Homemade Chili Soup

Ingredients

  • 5 cups of dry beans--pinto, kidney beans or Anasazi
  • cold water
  • 1 pound cooked hamburger or left-over shredded meat of any kind
  • 1 cup chopped onion
  • Diced green chilies (not jalapenos, but green Anaheim chilies)
  • Chili powder to taste.
  • 2 teaspoons salt or to taste
  • 2 C tomato sauce.
  • Tortillas
  • Shredded cheese
  • 1 tablespoon cider vinegar

Preparation

Step 1

Put beans in a pot and cover to 2 inches above the beans with cold water. Soak overnight. Next morning, pour the soak water off and refill pot with water or broth to 2 inches about the beans. Cook on low for 8-10 hours until the beans are soft and can be mashed. Don't add salt until the meat and seasoning are added.
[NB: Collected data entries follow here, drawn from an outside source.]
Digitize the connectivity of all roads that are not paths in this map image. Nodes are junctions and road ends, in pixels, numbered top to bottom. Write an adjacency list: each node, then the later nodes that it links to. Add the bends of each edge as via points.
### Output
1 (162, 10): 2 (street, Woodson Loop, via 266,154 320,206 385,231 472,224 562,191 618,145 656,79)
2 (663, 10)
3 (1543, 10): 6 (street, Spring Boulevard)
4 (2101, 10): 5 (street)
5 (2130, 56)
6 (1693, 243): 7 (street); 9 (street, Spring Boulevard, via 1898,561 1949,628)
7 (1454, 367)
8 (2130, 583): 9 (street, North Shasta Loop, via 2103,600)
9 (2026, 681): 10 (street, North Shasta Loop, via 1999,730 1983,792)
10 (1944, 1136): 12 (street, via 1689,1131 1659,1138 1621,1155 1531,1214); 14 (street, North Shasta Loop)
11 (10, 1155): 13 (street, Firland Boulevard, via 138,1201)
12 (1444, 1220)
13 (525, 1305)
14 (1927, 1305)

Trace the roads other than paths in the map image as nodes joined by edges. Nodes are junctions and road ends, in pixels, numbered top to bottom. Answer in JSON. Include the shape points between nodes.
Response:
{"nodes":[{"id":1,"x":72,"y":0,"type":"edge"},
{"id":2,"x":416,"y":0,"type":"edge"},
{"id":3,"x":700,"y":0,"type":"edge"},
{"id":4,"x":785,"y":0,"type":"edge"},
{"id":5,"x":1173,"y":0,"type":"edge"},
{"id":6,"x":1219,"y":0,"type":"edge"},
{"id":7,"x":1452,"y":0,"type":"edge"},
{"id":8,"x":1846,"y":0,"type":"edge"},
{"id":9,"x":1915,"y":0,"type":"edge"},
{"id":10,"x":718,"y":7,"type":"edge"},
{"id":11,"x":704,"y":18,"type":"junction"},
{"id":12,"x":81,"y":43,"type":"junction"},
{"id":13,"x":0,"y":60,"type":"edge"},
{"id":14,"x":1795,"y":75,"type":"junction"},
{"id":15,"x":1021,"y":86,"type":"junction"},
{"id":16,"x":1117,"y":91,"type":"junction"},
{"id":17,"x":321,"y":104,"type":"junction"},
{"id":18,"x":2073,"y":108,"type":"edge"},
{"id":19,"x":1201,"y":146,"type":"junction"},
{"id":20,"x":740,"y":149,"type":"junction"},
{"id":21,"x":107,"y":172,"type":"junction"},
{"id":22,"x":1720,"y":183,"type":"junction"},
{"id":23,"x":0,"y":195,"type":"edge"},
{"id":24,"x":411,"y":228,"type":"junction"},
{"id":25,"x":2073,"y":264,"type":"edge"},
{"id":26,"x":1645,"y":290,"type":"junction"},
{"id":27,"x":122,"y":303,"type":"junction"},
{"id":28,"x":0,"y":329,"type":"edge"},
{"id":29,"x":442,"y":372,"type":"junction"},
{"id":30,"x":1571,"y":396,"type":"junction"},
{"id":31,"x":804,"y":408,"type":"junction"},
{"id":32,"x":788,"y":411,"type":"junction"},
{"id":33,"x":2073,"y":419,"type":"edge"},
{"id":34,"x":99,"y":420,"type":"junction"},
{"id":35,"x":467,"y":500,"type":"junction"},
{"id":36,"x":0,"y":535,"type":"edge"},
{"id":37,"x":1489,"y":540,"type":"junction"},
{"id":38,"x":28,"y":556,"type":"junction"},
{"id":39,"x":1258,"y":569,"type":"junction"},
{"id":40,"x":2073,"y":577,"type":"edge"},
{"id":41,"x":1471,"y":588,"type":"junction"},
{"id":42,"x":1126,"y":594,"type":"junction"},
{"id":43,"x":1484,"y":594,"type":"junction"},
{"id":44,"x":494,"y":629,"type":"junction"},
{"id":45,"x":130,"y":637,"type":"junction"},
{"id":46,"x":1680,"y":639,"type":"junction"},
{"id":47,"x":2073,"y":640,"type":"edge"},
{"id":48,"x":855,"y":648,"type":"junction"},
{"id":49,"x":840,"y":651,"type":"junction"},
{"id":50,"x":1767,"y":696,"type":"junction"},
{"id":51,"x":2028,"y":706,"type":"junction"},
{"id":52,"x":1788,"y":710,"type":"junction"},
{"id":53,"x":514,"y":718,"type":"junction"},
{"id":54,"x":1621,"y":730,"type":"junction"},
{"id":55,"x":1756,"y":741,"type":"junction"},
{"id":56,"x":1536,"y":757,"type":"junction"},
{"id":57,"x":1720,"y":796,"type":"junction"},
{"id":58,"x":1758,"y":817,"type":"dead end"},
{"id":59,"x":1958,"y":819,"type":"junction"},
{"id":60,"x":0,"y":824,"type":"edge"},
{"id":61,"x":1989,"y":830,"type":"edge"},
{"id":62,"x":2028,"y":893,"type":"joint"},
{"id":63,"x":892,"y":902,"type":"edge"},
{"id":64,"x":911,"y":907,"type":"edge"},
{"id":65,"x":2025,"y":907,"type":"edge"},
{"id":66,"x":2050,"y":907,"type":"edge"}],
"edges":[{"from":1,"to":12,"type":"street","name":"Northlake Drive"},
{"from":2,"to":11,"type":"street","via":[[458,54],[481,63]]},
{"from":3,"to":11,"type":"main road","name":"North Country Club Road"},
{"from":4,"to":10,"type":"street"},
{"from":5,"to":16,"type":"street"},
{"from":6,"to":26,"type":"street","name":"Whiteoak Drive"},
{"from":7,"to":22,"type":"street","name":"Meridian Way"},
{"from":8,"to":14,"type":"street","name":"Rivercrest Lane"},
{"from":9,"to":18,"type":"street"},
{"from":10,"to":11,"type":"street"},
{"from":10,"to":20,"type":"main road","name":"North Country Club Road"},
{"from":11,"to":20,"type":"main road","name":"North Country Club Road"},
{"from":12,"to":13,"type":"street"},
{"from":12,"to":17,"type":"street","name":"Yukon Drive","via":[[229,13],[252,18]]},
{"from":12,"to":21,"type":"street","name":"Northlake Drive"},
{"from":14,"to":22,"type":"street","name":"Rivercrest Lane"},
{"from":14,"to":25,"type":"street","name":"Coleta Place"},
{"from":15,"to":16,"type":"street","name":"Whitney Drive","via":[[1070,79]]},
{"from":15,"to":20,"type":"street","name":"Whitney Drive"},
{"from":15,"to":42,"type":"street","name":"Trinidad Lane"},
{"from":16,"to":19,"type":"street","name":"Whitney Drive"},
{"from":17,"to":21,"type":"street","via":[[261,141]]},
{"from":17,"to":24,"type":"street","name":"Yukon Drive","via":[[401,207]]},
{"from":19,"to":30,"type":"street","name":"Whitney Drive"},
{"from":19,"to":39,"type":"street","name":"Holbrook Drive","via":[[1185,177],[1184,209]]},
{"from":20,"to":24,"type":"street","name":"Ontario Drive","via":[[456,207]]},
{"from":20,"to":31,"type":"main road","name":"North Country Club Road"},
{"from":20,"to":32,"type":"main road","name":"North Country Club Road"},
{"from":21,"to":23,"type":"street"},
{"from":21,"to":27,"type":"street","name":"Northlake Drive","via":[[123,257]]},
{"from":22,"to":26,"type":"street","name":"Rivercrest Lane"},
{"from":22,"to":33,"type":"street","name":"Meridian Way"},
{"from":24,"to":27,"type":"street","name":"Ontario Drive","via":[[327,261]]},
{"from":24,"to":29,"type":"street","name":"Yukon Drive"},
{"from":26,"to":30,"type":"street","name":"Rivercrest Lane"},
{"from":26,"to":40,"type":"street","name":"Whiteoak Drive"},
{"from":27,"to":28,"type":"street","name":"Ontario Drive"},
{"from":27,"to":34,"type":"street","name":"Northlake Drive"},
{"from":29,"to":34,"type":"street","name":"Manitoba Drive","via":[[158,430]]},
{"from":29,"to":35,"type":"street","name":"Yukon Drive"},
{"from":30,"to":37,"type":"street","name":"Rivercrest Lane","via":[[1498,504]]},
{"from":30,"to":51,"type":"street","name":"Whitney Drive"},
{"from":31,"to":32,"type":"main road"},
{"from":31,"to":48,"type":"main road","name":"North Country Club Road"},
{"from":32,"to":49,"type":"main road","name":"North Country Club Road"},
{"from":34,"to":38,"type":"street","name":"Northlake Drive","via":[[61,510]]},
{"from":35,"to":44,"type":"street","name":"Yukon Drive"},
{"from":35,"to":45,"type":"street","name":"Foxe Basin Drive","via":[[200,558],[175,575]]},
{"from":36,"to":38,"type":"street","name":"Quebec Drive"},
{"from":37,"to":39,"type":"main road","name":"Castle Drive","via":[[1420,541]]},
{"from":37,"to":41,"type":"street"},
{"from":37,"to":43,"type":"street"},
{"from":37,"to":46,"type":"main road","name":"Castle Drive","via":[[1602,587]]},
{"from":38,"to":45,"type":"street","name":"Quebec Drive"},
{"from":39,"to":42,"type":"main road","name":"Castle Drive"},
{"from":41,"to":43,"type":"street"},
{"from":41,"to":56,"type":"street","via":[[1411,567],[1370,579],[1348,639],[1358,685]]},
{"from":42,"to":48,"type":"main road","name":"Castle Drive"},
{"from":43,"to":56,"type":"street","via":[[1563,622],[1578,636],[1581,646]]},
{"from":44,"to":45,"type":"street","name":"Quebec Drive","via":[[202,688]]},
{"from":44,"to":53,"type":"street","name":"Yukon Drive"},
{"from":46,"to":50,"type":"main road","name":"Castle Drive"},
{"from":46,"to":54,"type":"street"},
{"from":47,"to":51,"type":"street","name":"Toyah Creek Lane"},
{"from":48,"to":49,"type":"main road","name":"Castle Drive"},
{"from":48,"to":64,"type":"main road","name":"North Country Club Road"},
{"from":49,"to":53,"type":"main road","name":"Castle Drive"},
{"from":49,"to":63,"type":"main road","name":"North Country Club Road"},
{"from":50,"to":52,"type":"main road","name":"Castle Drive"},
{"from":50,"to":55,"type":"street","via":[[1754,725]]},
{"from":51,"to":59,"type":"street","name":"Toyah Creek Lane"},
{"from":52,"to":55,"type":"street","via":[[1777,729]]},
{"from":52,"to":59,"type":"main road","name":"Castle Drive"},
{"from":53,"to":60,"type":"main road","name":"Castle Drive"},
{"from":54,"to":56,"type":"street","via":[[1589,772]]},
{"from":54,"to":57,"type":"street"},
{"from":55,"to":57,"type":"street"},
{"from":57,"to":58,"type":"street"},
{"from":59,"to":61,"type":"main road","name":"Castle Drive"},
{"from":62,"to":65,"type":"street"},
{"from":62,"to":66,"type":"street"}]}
Add onion, diced green chilies , chili powder (the best is made from Hatch red chilies) to taste. Add about 2 teaspoons salt or to taste. If I have it, I add 2 C tomato sauce, but it is fine without it. Simmer for about 15 minutes more so the flavors blend. Serve with tortillas. Put shredded cheese and a tablespoon of cider vinegar on a bowl of chili.